----- Entries provided -----

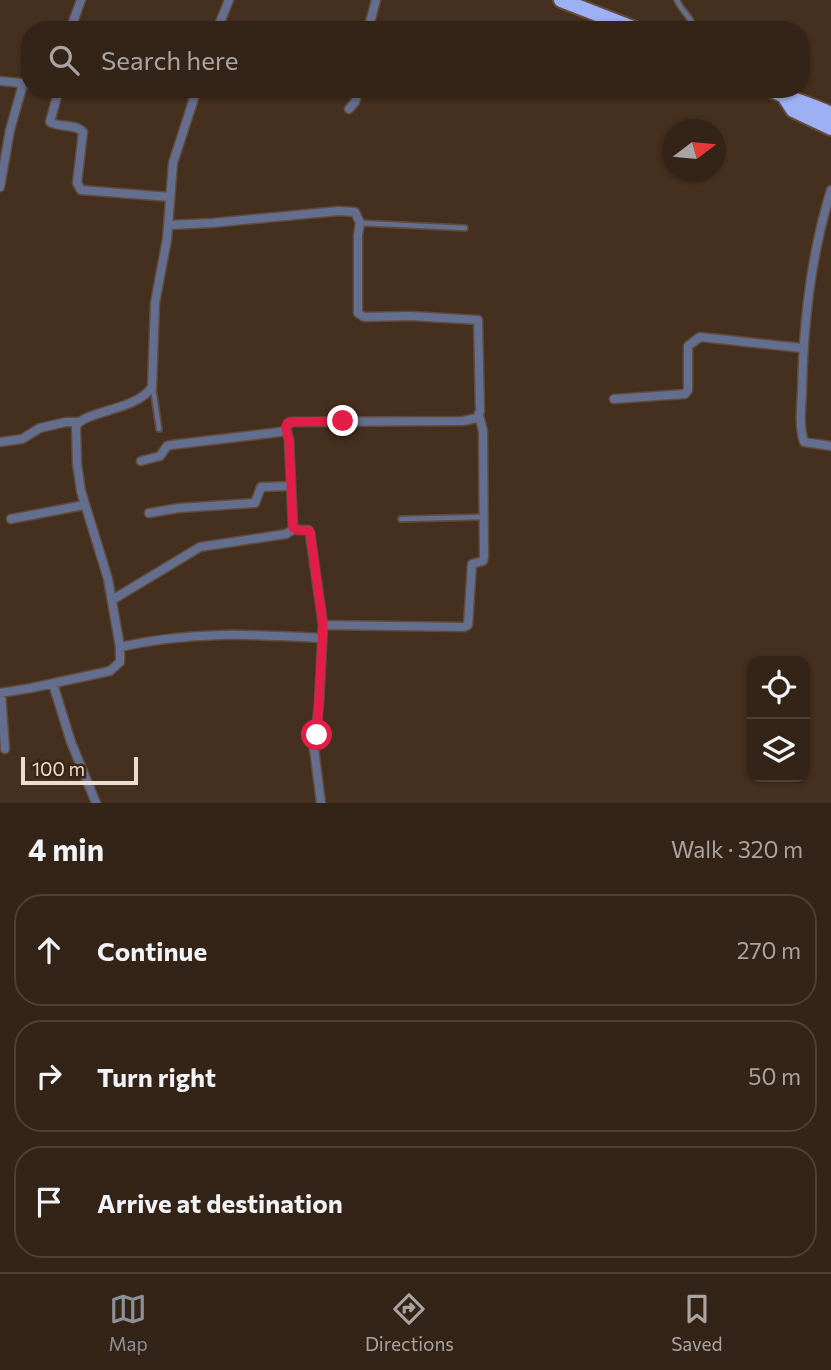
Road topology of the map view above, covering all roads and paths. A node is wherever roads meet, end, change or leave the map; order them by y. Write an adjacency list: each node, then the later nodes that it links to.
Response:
1 (81, 0): 6 (street)
2 (229, 0): 7 (street)
3 (376, 0): 8 (street)
4 (561, 0): 9 (highway)
5 (677, 0): 10 (lane)
6 (73, 21)
7 (221, 21)
8 (370, 21)
9 (615, 21)
10 (691, 21)
11 (0, 81): 12 (street)
12 (21, 83)
13 (22, 98): 22 (street)
14 (57, 98): 24 (street)
15 (194, 98): 24 (street)
16 (356, 98): 19 (street)
17 (785, 98): 21 (highway)
18 (795, 98): 20 (highway)
19 (349, 109)
20 (831, 114)
21 (831, 128)
22 (0, 187)
23 (831, 190): 28 (street)
24 (170, 197): 26 (street)
25 (360, 223): 26 (street); 27 (lane); 31 (street)
26 (169, 225): 29 (street)
27 (465, 228)
28 (802, 348): 30 (street); 36 (street)
29 (152, 387): 32 (street); 33 (lane)
30 (614, 399)
31 (479, 415): 34 (street); 41 (street)
32 (78, 422): 35 (street); 39 (street)
33 (159, 429)
34 (286, 429): 37 (street); 38 (street)
35 (0, 442)
36 (831, 446)
37 (141, 461)
38 (290, 486): 40 (street); 44 (street)
39 (84, 505): 42 (street); 45 (street)
40 (149, 513)
41 (484, 517): 43 (lane); 46 (street)
42 (11, 519)
43 (401, 519)
44 (294, 529): 45 (street); 46 (street)
45 (112, 600): 48 (street)
46 (323, 625): 47 (street)
47 (322, 638): 48 (street); 53 (street)
48 (120, 647): 49 (street)
49 (53, 684): 50 (street); 52 (street)
50 (1, 693): 51 (street)
51 (5, 749)
52 (96, 803)
53 (321, 803)

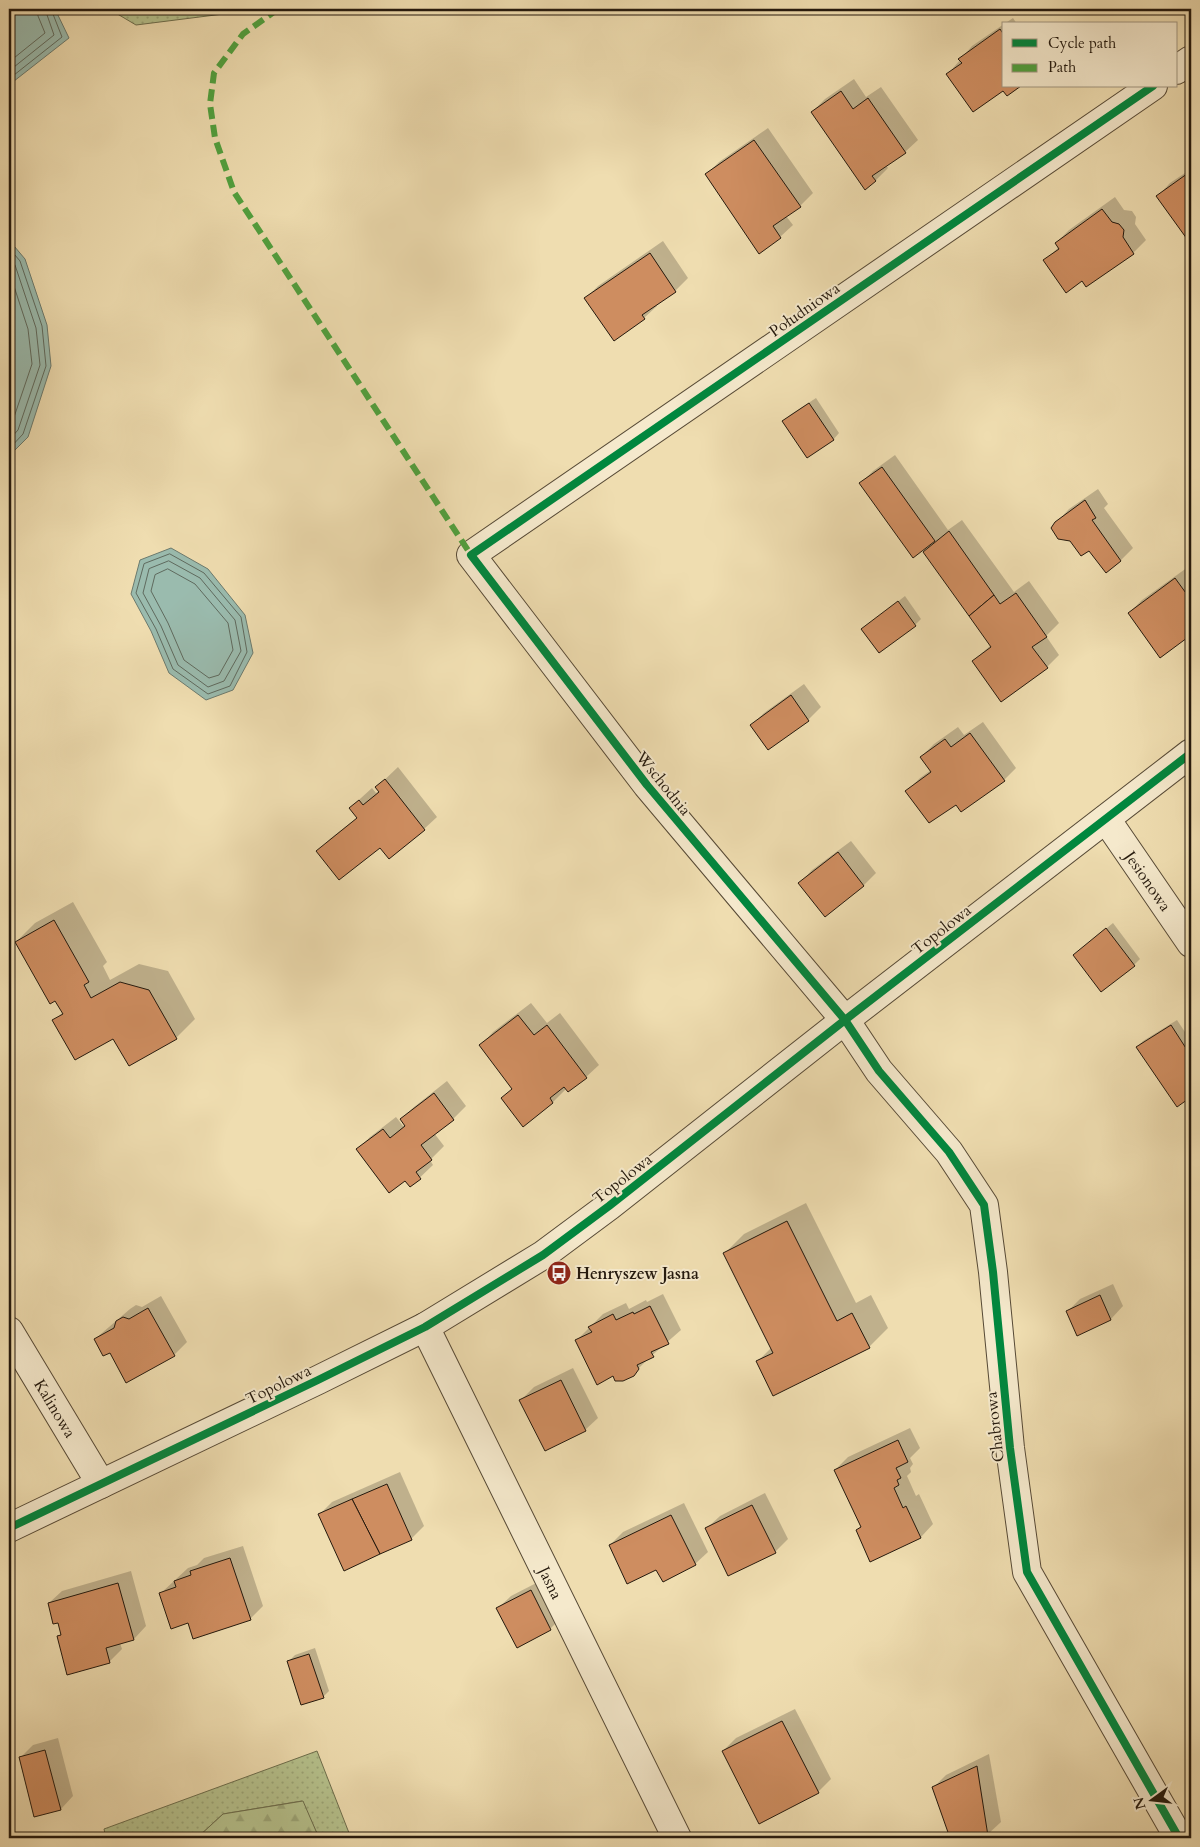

-----

> Exercise details
For this exercise, copy the entries above exactly and skip any picture.

> Your solution
Road topology of the map view above, covering all roads and paths. A node is wherever roads meet, end, change or leave the map; order them by y. Write an adjacency list: each node, then the later nodes that it links to.
Response:
1 (81, 0): 6 (street)
2 (229, 0): 7 (street)
3 (376, 0): 8 (street)
4 (561, 0): 9 (highway)
5 (677, 0): 10 (lane)
6 (73, 21)
7 (221, 21)
8 (370, 21)
9 (615, 21)
10 (691, 21)
11 (0, 81): 12 (street)
12 (21, 83)
13 (22, 98): 22 (street)
14 (57, 98): 24 (street)
15 (194, 98): 24 (street)
16 (356, 98): 19 (street)
17 (785, 98): 21 (highway)
18 (795, 98): 20 (highway)
19 (349, 109)
20 (831, 114)
21 (831, 128)
22 (0, 187)
23 (831, 190): 28 (street)
24 (170, 197): 26 (street)
25 (360, 223): 26 (street); 27 (lane); 31 (street)
26 (169, 225): 29 (street)
27 (465, 228)
28 (802, 348): 30 (street); 36 (street)
29 (152, 387): 32 (street); 33 (lane)
30 (614, 399)
31 (479, 415): 34 (street); 41 (street)
32 (78, 422): 35 (street); 39 (street)
33 (159, 429)
34 (286, 429): 37 (street); 38 (street)
35 (0, 442)
36 (831, 446)
37 (141, 461)
38 (290, 486): 40 (street); 44 (street)
39 (84, 505): 42 (street); 45 (street)
40 (149, 513)
41 (484, 517): 43 (lane); 46 (street)
42 (11, 519)
43 (401, 519)
44 (294, 529): 45 (street); 46 (street)
45 (112, 600): 48 (street)
46 (323, 625): 47 (street)
47 (322, 638): 48 (street); 53 (street)
48 (120, 647): 49 (street)
49 (53, 684): 50 (street); 52 (street)
50 (1, 693): 51 (street)
51 (5, 749)
52 (96, 803)
53 (321, 803)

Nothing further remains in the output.